Jakobsweg

Aus Salzkotten kommend erreicht der Pilger die alte Ackerbürgerstadt Geseke.

Von der Maria-Hilf-Kapelle aus dem 18. Jahrhundert pilgern Sie auf dem Hellweg, der alten Heer- und Handelsstraße zum Hellweg-Museum. Dabei überqueren Sie die alte Wallanlage, die noch heute die Altstadt komplett umschließt. Der alte Hellweg wird gesäumt von Fachwerkhäusern unterschiedlichster Bauart und Epochen. Teils ansehnlich restauriert, vermitteln sie einen Eindruck von der großen wirtschaftlichen Bedeutung der deutschen Verbindungsachse von Ost nach West. Nach etwa einem Kilometer stehen Sie vor dem Dickmann-Haus, einem stattlichen Fachwerkbau aus dem Jahr 1664, in dem das Museum der Stadt untergebracht ist.

Direkt hinter dem Museum führt der Alte Steinweg geradewegs zur Stiftskirche St. Cyriakus, die malerisch am Geseker Teich mit seinen zahlreichen Quellen liegt. Sie bildet wohl die Keimzelle der Stadt und beheimatet neben vielen anderen kulturhistorisch bedeutsamen Schätzen das Gnadenbild der Schmerzhaften Mutter, einer hölzernen Pietà aus dem 15. Jahrhundert. Nach einer Legende trägt sie den Namen "Maria Schuss" und ist Ziel einer monatlichen Wallfahrt.

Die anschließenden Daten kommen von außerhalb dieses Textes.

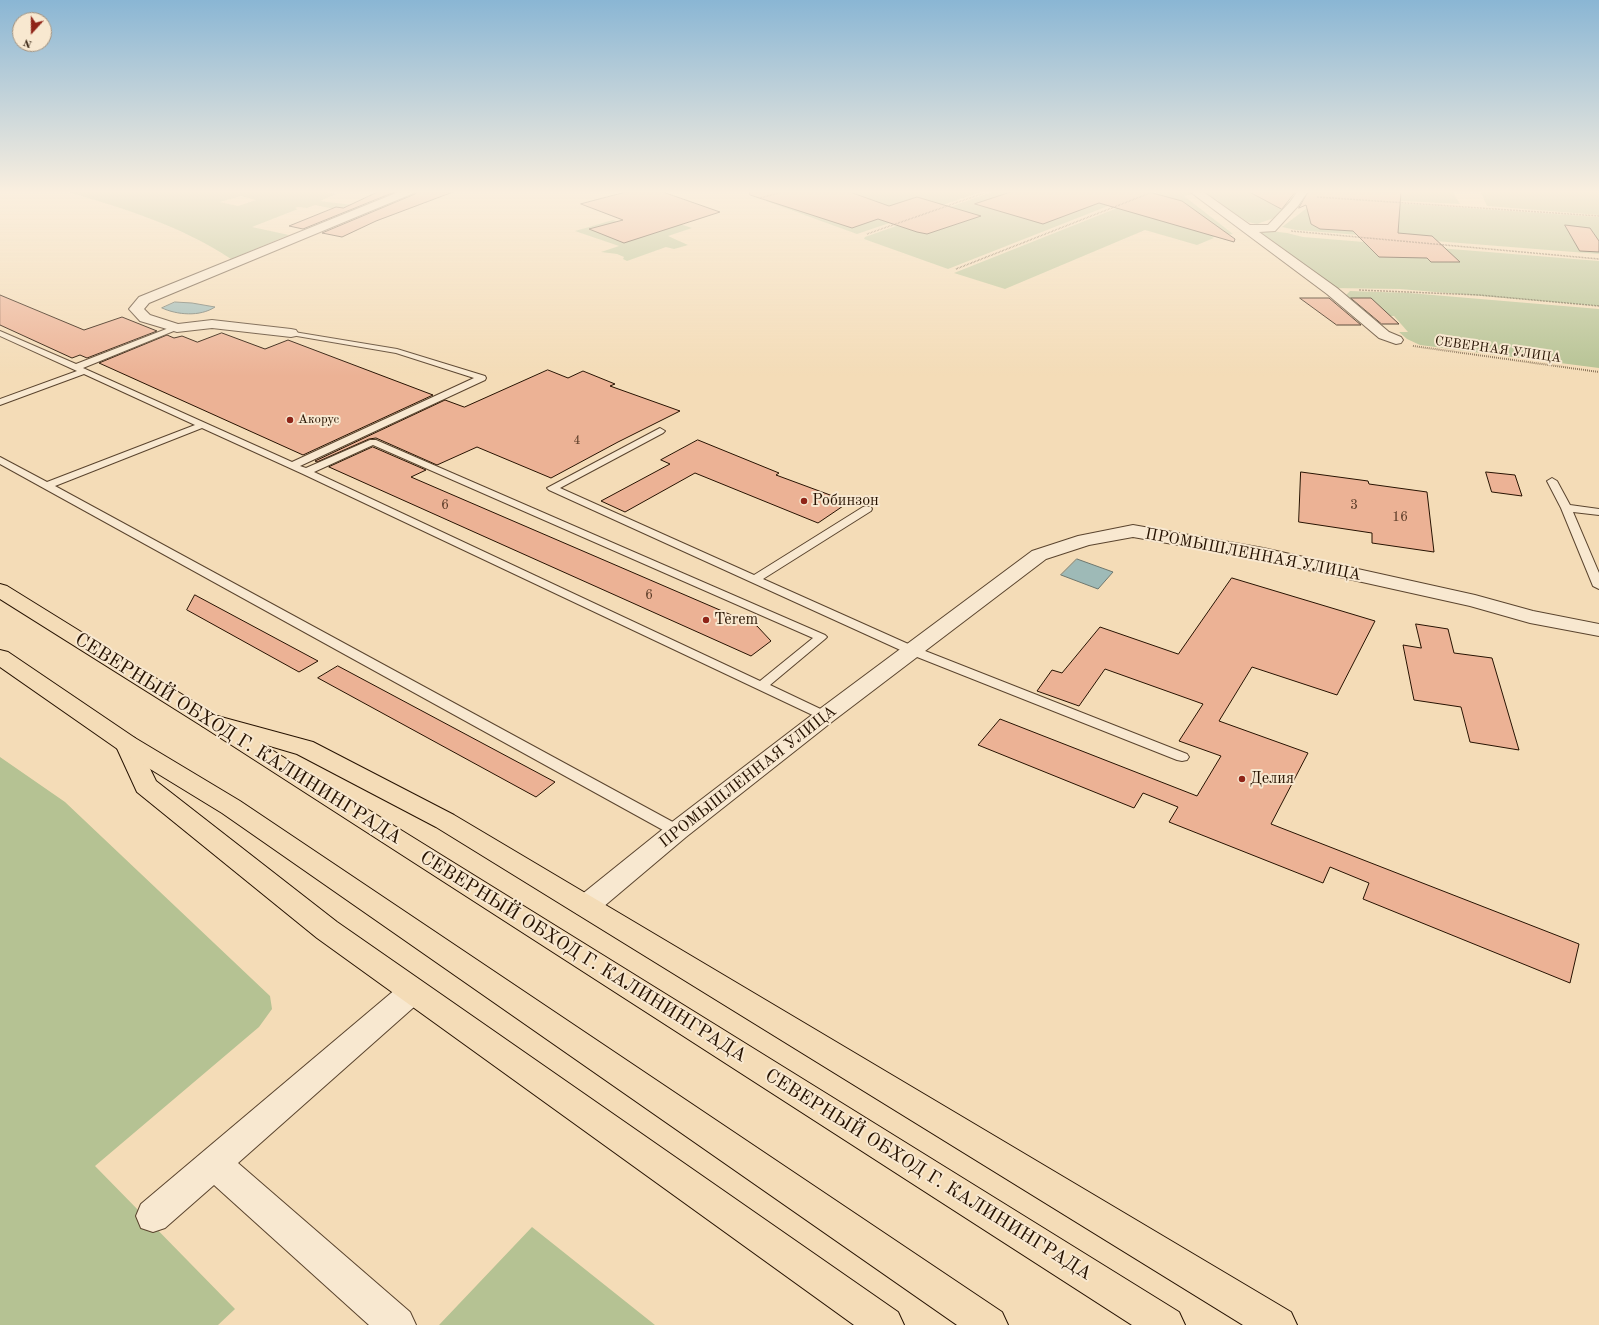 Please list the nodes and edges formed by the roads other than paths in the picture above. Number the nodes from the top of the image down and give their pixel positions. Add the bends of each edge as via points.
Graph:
1 (259, 253) edge
2 (1280, 253) edge
3 (178, 328) junction
4 (0, 333) edge
5 (291, 333) joint
6 (1396, 340) road end
7 (82, 369) junction
8 (0, 402) edge
9 (203, 426) junction
10 (660, 431) dead end
11 (0, 460) edge
12 (292, 466) junction
13 (306, 472) junction
14 (1552, 481) dead end
15 (48, 485) junction
16 (1566, 508) junction
17 (867, 509) dead end
18 (1599, 512) edge
19 (1596, 574) edge
20 (754, 580) junction
21 (1599, 586) edge
22 (0, 590) edge
23 (1599, 630) edge
24 (911, 650) junction
25 (0, 657) edge
26 (761, 686) junction
27 (825, 716) junction
28 (210, 721) junction
29 (127, 744) junction
30 (1182, 758) dead end
31 (677, 831) junction
32 (586, 906) junction
33 (413, 991) junction
34 (214, 1163) junction
35 (153, 1216) dead end
36 (397, 1325) edge
37 (885, 1325) edge
38 (989, 1325) edge
39 (1166, 1325) edge
40 (1278, 1325) edge

1 - 3 street via 144,300 136,309 145,318
2 - 6 street via 1332,290 1384,335
3 - 5 street via 212,324
3 - 7 lane
4 - 7 lane
5 - 12 lane via 397,351 482,378
7 - 8 lane
7 - 9 lane
9 - 12 lane
9 - 15 lane
10 - 20 lane via 552,488
11 - 15 lane
12 - 13 lane
13 - 26 lane
13 - 26 lane via 373,442 821,637
14 - 16 lane
15 - 31 lane
16 - 18 lane
16 - 19 lane
17 - 20 lane
19 - 21 lane
20 - 24 lane
22 - 28 main road, СЕВЕРНЫЙ ОБХОД Г. КАЛИНИНГРАДА
23 - 24 street, ПРОМЫШЛЕННАЯ УЛИЦА via 1530,617 1475,601 1263,554 1133,531 1085,540 1039,555
24 - 27 street, ПРОМЫШЛЕННАЯ УЛИЦА
24 - 30 lane
25 - 29 main road
26 - 27 lane
27 - 31 street, ПРОМЫШЛЕННАЯ УЛИЦА
28 - 32 main road via 305,748 445,821
28 - 39 main road, СЕВЕРНЫЙ ОБХОД Г. КАЛИНИНГРАДА
29 - 33 main road via 146,786 327,930
29 - 38 main road via 231,807
31 - 32 street, ПРОМЫШЛЕННАЯ УЛИЦА
32 - 40 main road
33 - 34 street
33 - 37 main road
34 - 35 street
34 - 36 street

Folgt man dem Lauf des Teichgewässers in nördlicher Richtung, so gelangt man zum neuen Wasserrad und von dort weiter in den Stadtpark. Hier findet der Wanderer ein wenig Ruhe und Erholung. Auch kann er sich in der nahegelegenen Gastronomie im historischen Haus Thoholte oder am benachbarten Marktplatz stärken. Weitere naturnahe Oasen der Entspannung sind übrigens auf unserer Seite Parks und Grünanlagen aufgelistet.

Direkt am Markt wurde auch die Geseker Stadtkirche St. Petri mit ihrem mächtigen Turm erbaut. Nach dem Bau im Jahre 952 wurde sie mehrfach zerstört, wieder aufgebaut und erweitert. Als Besonderheit gilt ein Ostensorium aus dem 12. Jahrhundert, das damit das älteste seiner Art in Westfalen ist.

Durch die Fußgängerzone und weiter über die Bachstraße gelangt man zum Geseker Hospital zum Hl. Geist. Hier erhalten Sie Informationsmaterial (Unterkunftsverzeichnis, Broschüren etc.) und auch den Stempel.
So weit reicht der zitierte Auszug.